◆ **Data extracts**
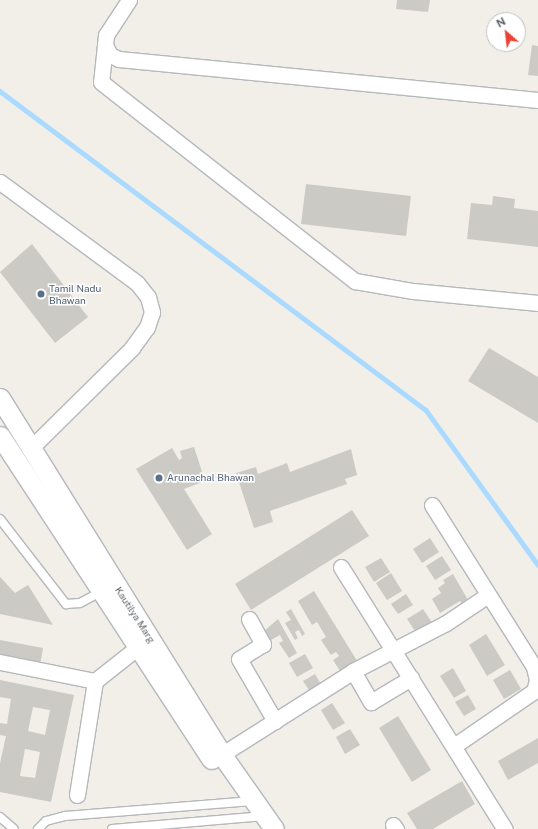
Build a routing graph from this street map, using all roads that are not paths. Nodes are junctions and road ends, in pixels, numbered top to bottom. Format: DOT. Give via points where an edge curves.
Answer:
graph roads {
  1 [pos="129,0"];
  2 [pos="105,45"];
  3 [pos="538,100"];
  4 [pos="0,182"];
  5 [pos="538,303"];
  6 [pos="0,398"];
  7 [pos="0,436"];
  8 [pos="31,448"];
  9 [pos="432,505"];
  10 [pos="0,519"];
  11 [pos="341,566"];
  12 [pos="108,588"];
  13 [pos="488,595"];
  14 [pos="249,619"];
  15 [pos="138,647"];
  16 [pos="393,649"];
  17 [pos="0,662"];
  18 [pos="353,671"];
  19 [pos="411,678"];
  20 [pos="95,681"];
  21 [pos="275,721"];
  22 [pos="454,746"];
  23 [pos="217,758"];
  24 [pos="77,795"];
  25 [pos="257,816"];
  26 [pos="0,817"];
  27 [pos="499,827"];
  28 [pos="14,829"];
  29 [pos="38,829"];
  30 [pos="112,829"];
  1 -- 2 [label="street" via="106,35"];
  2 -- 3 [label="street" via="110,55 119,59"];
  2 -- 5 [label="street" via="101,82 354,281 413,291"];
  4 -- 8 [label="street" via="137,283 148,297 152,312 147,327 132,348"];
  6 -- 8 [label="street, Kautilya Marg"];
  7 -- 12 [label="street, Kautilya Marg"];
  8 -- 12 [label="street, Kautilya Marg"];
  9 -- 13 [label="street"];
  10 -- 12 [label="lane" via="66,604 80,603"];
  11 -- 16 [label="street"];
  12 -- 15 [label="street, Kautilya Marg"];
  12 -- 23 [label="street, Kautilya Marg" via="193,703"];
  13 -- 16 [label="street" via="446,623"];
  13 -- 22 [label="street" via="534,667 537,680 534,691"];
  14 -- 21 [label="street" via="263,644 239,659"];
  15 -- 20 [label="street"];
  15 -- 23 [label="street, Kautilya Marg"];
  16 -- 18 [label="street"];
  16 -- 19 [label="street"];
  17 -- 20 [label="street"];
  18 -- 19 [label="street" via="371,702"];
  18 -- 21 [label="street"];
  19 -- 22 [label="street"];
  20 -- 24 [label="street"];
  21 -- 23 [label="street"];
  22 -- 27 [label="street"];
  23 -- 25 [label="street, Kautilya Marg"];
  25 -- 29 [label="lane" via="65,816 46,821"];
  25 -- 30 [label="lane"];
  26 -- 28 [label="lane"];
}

◆ **What is being asked**
Report all lines in the records that include the string "graph".

◆ **Completed task**
Build a routing graph from this street map, using all roads that are not paths. Nodes are junctions and road ends, in pixels, numbered top to bottom. Format: DOT. Give via points where an edge curves.
graph roads {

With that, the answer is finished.